A good example of estoppel by words is the decision of the Court of Appeal in Henderson & Co V Williams in this case, G & Co. were induced by the fraud of one F to sell him goods lying in certain warehouses of which the defendants were warehousemen.  The circumstances were such that the contract between G & Co and F was void for mistake.  On the instructions of G & Co, the defendants transferred the goods in their books to the order of F.  F sold the goods to the plaintiffs who, being suspicious of the bona fides of the seller, made inquiries of the defendants.  The latter supplied the plaintiffs with a written statement that they held the goods to the order of F, and when this did not satisfy them, they endorsed it with a further statement that they now held the goods to the plaintiffs’ order.  G & Co., not having been paid by F, instructed the defendants not to deliver the goods to the plaintiffs but to themselves, and they gave them an indemnity against so doing.  It was held that both G & Co. and the defendants were estopped from denying the plaintiffs’ right to the goods, the former because they had represented that F was the owner by ordering the defendants to transfer the goods into his name in their books, and the latter because they had attorned to the plaintiffs, that is represented to them, that they held the goods to their order.

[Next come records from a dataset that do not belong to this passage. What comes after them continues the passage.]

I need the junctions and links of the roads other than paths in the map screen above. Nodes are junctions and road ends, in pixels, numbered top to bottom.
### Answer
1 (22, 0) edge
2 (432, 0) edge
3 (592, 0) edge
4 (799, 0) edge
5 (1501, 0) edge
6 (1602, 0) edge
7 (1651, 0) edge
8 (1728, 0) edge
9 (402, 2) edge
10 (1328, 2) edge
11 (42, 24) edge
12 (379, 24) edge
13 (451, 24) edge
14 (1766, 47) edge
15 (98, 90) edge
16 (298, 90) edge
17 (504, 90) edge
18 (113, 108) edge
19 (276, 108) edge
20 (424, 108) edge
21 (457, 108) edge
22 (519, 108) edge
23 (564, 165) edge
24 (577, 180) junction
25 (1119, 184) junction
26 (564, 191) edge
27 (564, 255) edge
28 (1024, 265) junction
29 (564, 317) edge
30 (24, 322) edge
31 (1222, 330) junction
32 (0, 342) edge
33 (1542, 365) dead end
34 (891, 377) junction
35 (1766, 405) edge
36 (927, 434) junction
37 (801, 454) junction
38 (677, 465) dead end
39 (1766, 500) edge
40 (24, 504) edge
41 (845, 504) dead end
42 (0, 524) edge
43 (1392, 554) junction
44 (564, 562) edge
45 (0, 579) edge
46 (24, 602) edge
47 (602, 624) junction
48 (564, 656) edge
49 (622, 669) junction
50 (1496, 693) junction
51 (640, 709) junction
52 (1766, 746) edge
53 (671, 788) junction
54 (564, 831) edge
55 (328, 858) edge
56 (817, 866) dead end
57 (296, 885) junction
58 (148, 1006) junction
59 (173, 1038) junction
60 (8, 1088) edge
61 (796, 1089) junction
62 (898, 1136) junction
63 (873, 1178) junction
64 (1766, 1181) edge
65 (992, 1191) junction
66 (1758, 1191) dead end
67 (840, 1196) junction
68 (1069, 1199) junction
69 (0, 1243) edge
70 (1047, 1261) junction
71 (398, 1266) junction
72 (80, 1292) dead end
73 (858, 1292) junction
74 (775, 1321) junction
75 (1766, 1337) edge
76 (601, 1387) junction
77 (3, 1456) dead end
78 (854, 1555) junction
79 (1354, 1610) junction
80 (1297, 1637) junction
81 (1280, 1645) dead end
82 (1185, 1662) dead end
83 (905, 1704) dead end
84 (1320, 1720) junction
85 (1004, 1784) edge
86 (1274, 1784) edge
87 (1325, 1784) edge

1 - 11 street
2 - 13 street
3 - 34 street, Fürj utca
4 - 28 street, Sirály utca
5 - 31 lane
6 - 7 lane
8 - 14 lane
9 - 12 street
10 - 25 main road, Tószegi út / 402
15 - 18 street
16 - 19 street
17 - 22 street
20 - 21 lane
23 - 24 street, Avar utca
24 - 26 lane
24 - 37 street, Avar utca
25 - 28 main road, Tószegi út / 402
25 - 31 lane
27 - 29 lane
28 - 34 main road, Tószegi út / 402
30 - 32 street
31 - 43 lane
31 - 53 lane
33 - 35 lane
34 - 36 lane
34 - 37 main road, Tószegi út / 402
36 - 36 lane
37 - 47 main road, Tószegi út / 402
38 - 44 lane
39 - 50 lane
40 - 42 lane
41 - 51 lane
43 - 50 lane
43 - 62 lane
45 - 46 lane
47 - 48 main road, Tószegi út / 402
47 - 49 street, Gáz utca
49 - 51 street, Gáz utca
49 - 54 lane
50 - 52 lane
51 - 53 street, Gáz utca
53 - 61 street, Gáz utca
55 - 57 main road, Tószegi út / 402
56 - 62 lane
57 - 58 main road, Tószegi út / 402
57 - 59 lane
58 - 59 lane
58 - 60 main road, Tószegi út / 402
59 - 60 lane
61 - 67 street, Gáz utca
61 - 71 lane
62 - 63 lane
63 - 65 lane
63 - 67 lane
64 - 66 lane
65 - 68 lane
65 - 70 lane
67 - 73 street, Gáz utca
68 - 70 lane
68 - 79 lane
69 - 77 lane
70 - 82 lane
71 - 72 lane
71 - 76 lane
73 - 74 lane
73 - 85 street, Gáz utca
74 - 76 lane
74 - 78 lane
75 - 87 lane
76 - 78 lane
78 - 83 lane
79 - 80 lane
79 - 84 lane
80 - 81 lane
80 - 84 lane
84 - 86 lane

Section 23 – 27 of the Sale of Goods Act.

Constitutional right of every person to private property and the need to promote international and national commerce at the same time protecting individual rights to own property.  All these issues are balanced in nemo dat.

The basic rule in nemo dat is that a person who is not an owner of goods or who does not sell those goods under the authority or consent of the owner cannot pass a better title than she/he had.

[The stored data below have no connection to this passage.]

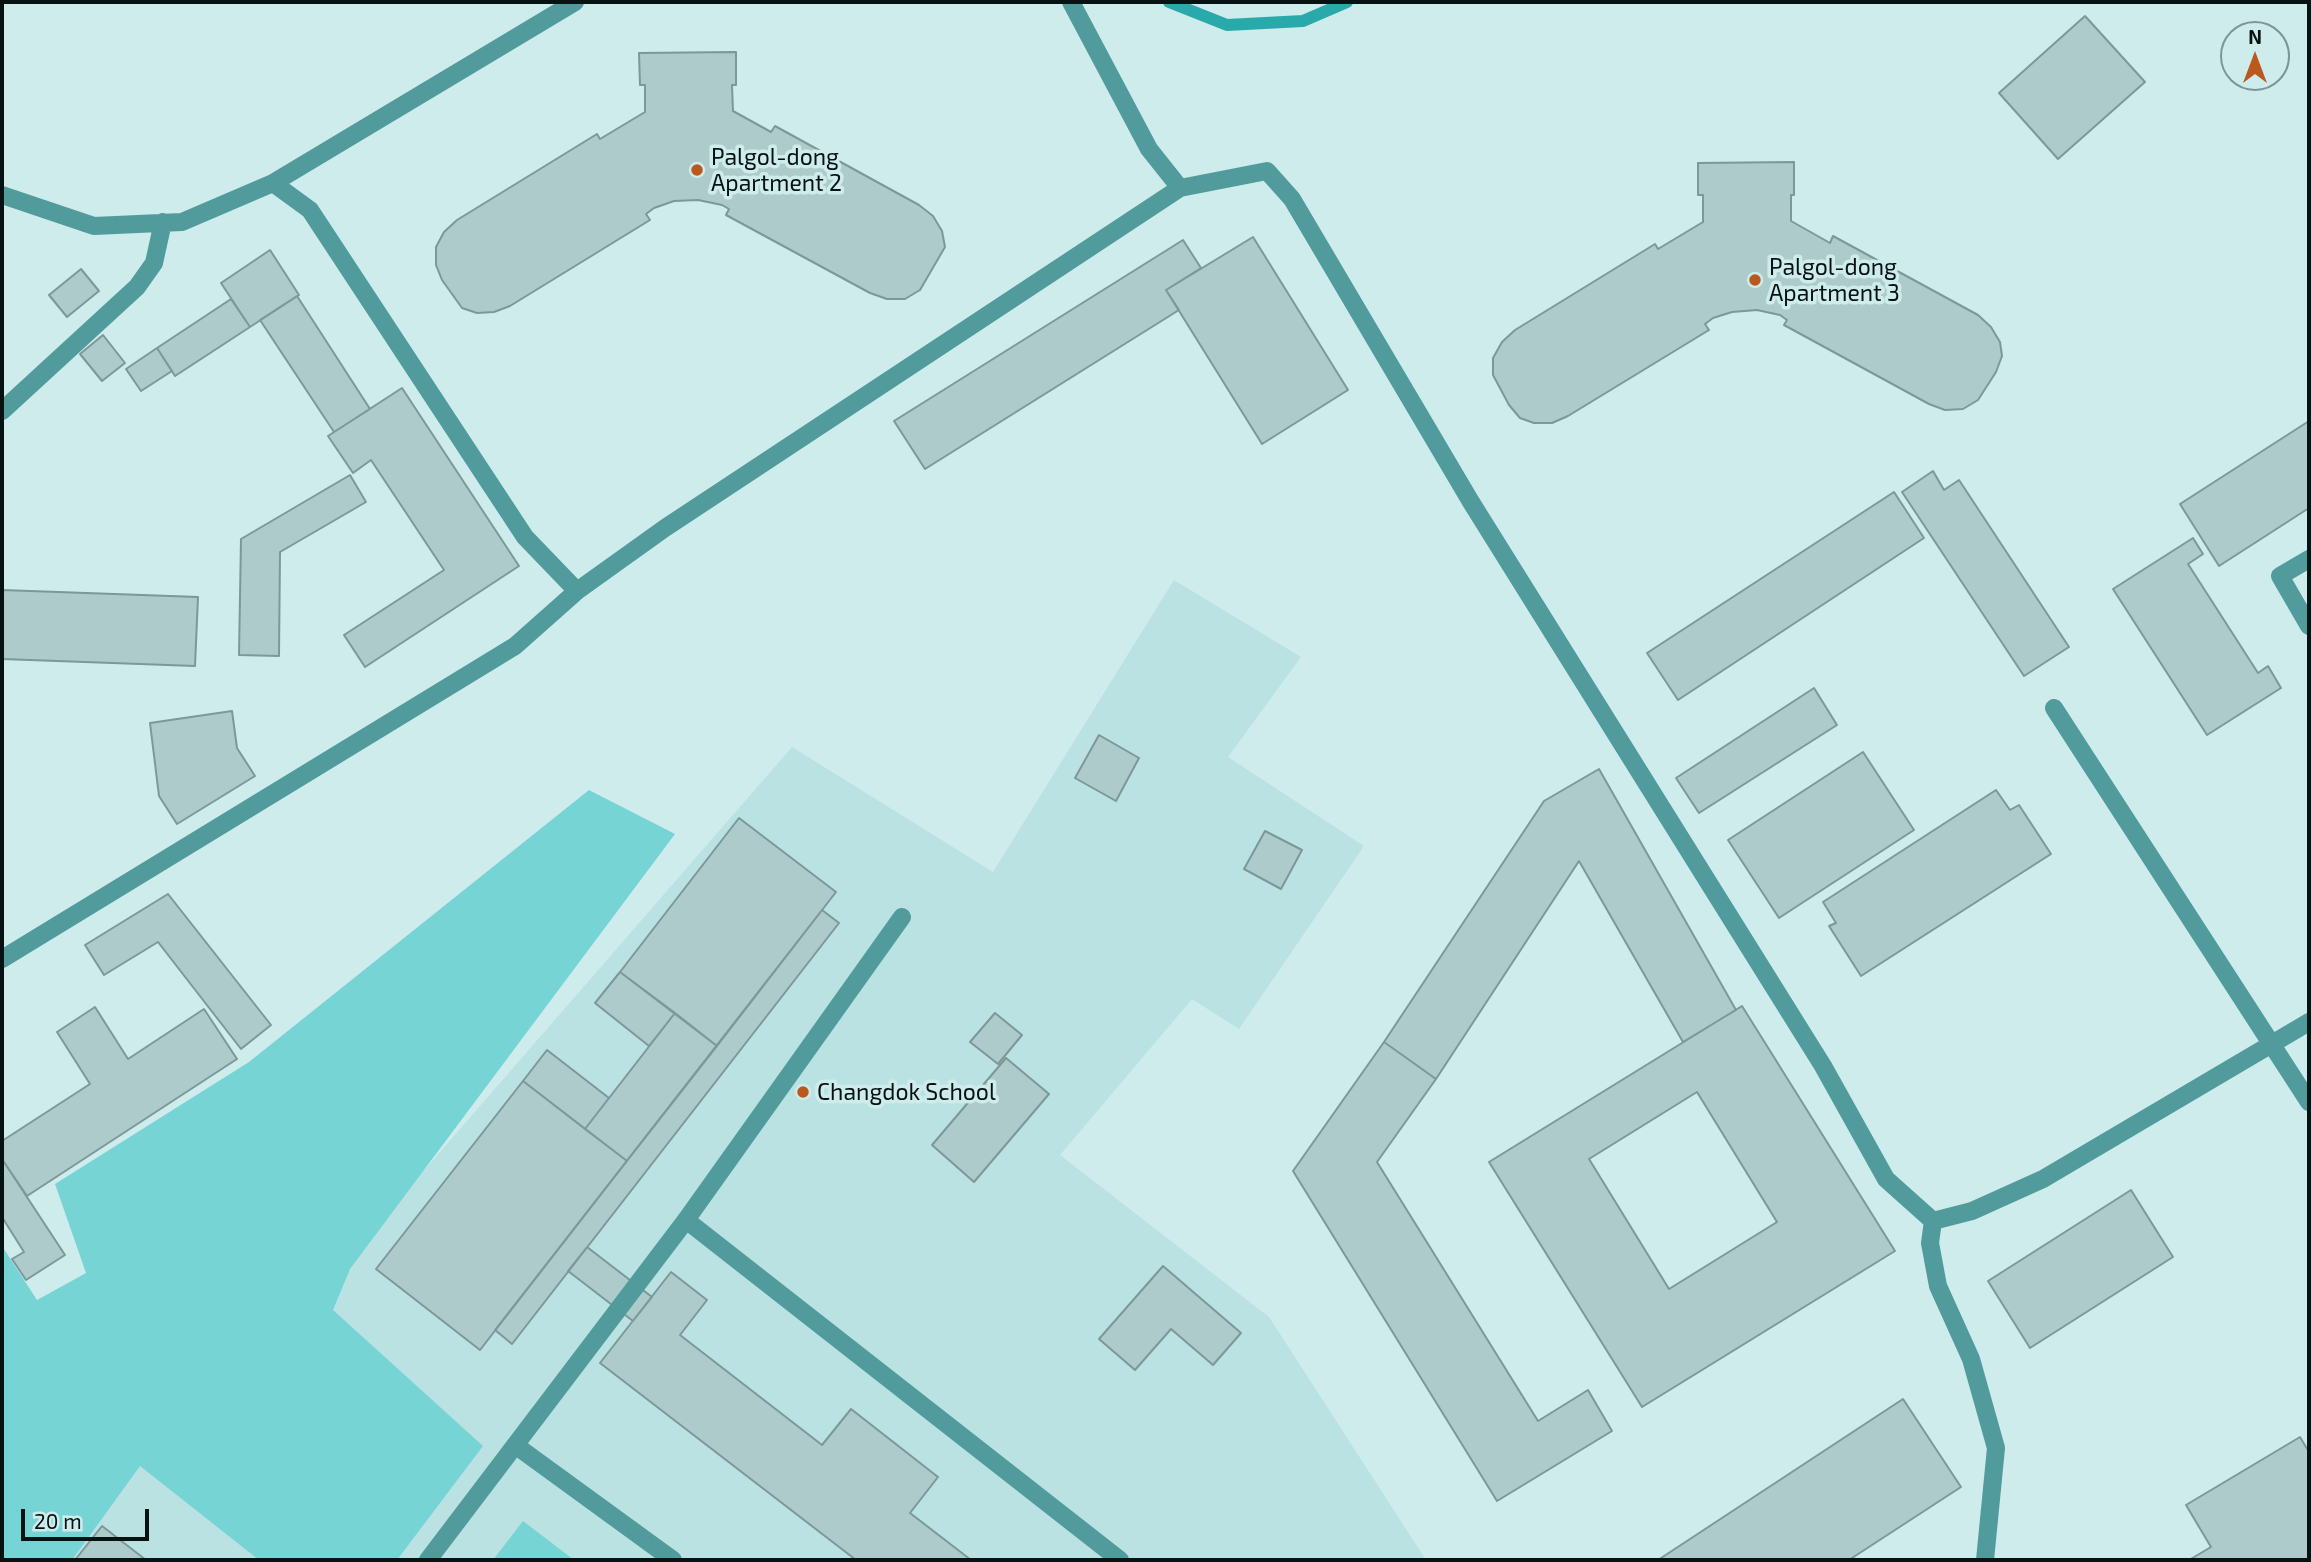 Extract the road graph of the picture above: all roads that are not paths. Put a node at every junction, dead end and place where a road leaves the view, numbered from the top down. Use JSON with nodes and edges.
{"nodes":[{"id":1,"x":575,"y":2,"type":"edge"},
{"id":2,"x":1070,"y":2,"type":"edge"},
{"id":3,"x":274,"y":183,"type":"junction"},
{"id":4,"x":1180,"y":188,"type":"junction"},
{"id":5,"x":2,"y":195,"type":"edge"},
{"id":6,"x":163,"y":222,"type":"junction"},
{"id":7,"x":2,"y":411,"type":"edge"},
{"id":8,"x":2309,"y":559,"type":"edge"},
{"id":9,"x":577,"y":591,"type":"junction"},
{"id":10,"x":2309,"y":626,"type":"edge"},
{"id":11,"x":2054,"y":708,"type":"dead end"},
{"id":12,"x":902,"y":917,"type":"dead end"},
{"id":13,"x":2,"y":959,"type":"edge"},
{"id":14,"x":2309,"y":1022,"type":"edge"},
{"id":15,"x":2270,"y":1043,"type":"junction"},
{"id":16,"x":2309,"y":1102,"type":"edge"},
{"id":17,"x":686,"y":1220,"type":"junction"},
{"id":18,"x":1933,"y":1221,"type":"junction"},
{"id":19,"x":515,"y":1445,"type":"junction"},
{"id":20,"x":428,"y":1560,"type":"edge"},
{"id":21,"x":673,"y":1560,"type":"edge"},
{"id":22,"x":1120,"y":1560,"type":"edge"},
{"id":23,"x":1985,"y":1560,"type":"edge"}],
"edges":[{"from":1,"to":3,"type":"street"},
{"from":2,"to":4,"type":"street"},
{"from":3,"to":6,"type":"street"},
{"from":3,"to":9,"type":"street"},
{"from":4,"to":9,"type":"street"},
{"from":4,"to":18,"type":"street"},
{"from":5,"to":6,"type":"street"},
{"from":6,"to":7,"type":"street"},
{"from":8,"to":10,"type":"street"},
{"from":9,"to":13,"type":"street"},
{"from":11,"to":15,"type":"street"},
{"from":12,"to":17,"type":"street"},
{"from":14,"to":15,"type":"street"},
{"from":15,"to":16,"type":"street"},
{"from":15,"to":18,"type":"street"},
{"from":17,"to":19,"type":"street"},
{"from":17,"to":22,"type":"street"},
{"from":18,"to":23,"type":"street"},
{"from":19,"to":20,"type":"street"},
{"from":19,"to":21,"type":"street"}]}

Section 23 (1) you find the first exception to that rule
Cap 31 Section 23 (1) states as follows: -
                  “Subject to the provisions of this Act, where goods are sold by a person who is not the owner thereof, and who does not sell them under the authority or with the consent of the owner, the buyer acquires no better title to the goods than the seller had, unless the owner of the goods is by his conduct precluded from denying the seller’s authority to sell.”
 The proviso starts with where it says …unless the

When we look at nemo dat as a topic, the take off point is that a person who is not the owner of goods cannot sell or pass a better title than the owner.  Even though you are not the owner you can sell and pass a good title if you have the consent of the owner.

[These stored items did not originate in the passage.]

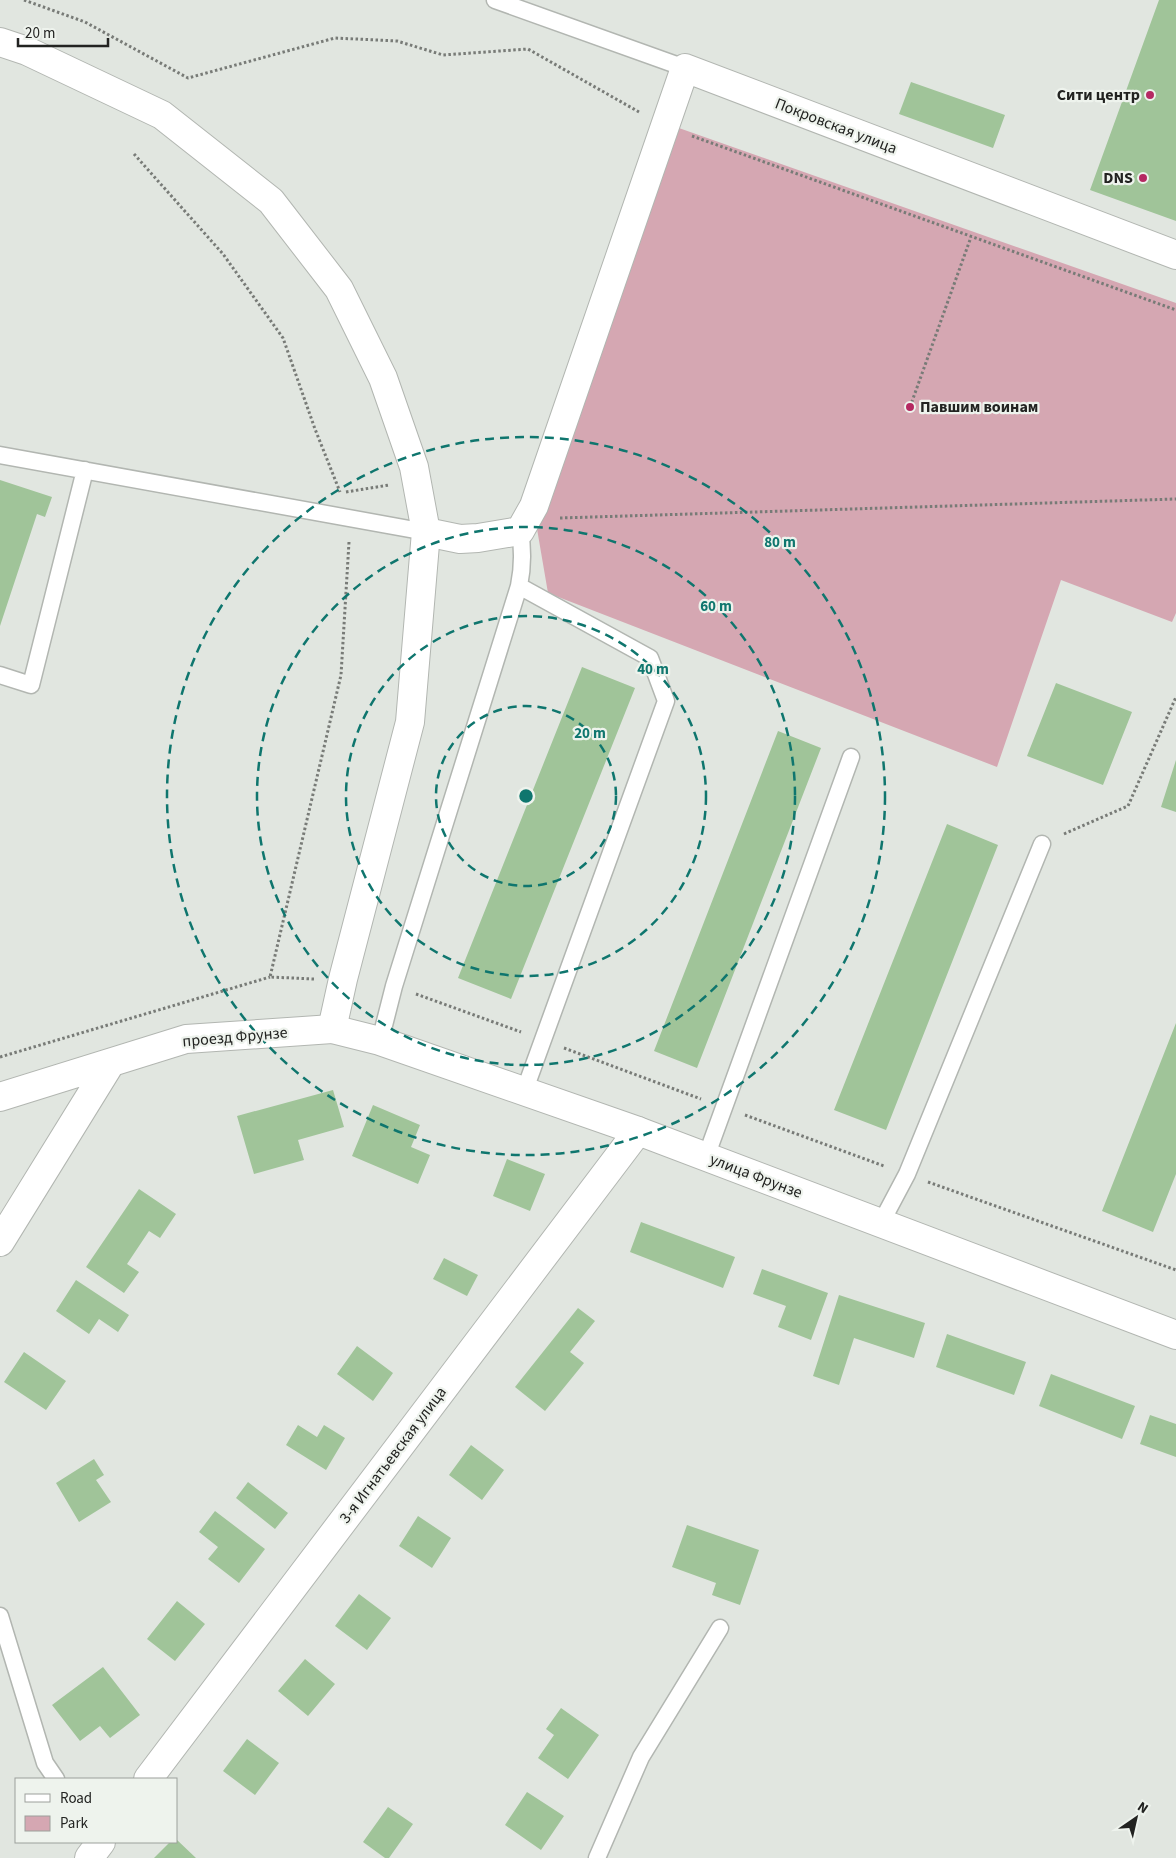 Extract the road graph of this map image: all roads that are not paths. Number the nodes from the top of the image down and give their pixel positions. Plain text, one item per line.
1 (495, 0) edge
2 (525, 5) edge
3 (0, 42) edge
4 (685, 68) junction
5 (1176, 255) edge
6 (0, 454) edge
7 (85, 470) junction
8 (520, 531) junction
9 (426, 532) junction
10 (519, 586) junction
11 (0, 675) edge
12 (851, 757) dead end
13 (1042, 844) road end
14 (332, 1029) junction
15 (380, 1042) junction
16 (110, 1064) junction
17 (524, 1092) junction
18 (0, 1097) edge
19 (638, 1131) junction
20 (706, 1157) junction
21 (881, 1223) junction
22 (0, 1242) edge
23 (1176, 1335) edge
24 (0, 1616) edge
25 (720, 1628) dead end
26 (55, 1778) edge
27 (149, 1778) edge
28 (597, 1858) edge

1 - 2 lane, Покровская улица
2 - 4 lane, Покровская улица
3 - 9 street
4 - 5 street, Покровская улица
4 - 8 street
6 - 7 lane
7 - 9 lane
7 - 11 lane
8 - 9 street
8 - 10 lane
9 - 14 street
10 - 15 lane
10 - 17 lane
12 - 20 lane
13 - 21 lane
14 - 15 street, улица Фрунзе
14 - 16 street, проезд Фрунзе
15 - 17 street, улица Фрунзе
16 - 18 street, проезд Фрунзе
16 - 22 street
17 - 19 street, улица Фрунзе
19 - 20 street, улица Фрунзе
19 - 27 street, 3-я Игнатьевская улица
20 - 21 street, улица Фрунзе
21 - 23 street, улица Фрунзе
24 - 26 lane
25 - 28 lane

The problem with nemo dat is that it was developed with the aim to do justice, we are not talking about fairness, and we are talking about justice.   Fairness is substantive, justice is procedural.   Nemo dat rule balances justice or the legal rules being followed and then fairness on the other hand – i.e. are the social ethos endorsed as the right thing to do? 

In the nemo dat rule, we are balancing between justices for 2 innocent parties each claiming ownership or title to the same goods and asserting that he/she has a better claim on those goods than the other party.  The problem can arise in any of the following
1.            Where a thief steals goods and sells those goods to someone else who buys in good faith, for value and without notice;
2.            Where a swindler buys goods and induces the seller to let him have possession of the goods on credit and he promptly resells or pledges those goods for whatever he can get;

3.            Where the person hands goods to an agent to obtain quotations for those goods and the agent sells those goods without authority or disposes of the proceeds of the sale;

4.            Where a person sells goods, transferring the property in the goods but retains the possession of the goods and then fraudulently resells those goods to a third party.

In all these scenarios, the law has to choose between upholding the rights to private property of the owners to the goods and this right is a constitutional right, which is protected that one cannot lose property in their goods.  Legal rights to private property are protected while at the same time trying to promote national and international trade.  You have 2 innocent persons claiming title to the goods and therefore you have to look at the nemo dat rule and you are saying that the basic rule is that a person cannot give that which he/she does not have.  If you have no ownership of goods you cannot pretend to sell those goods to another person.

The court is now caught up in the exercise of protecting the owner of the goods while at the same time protecting buyers who buy in good faith and without notice.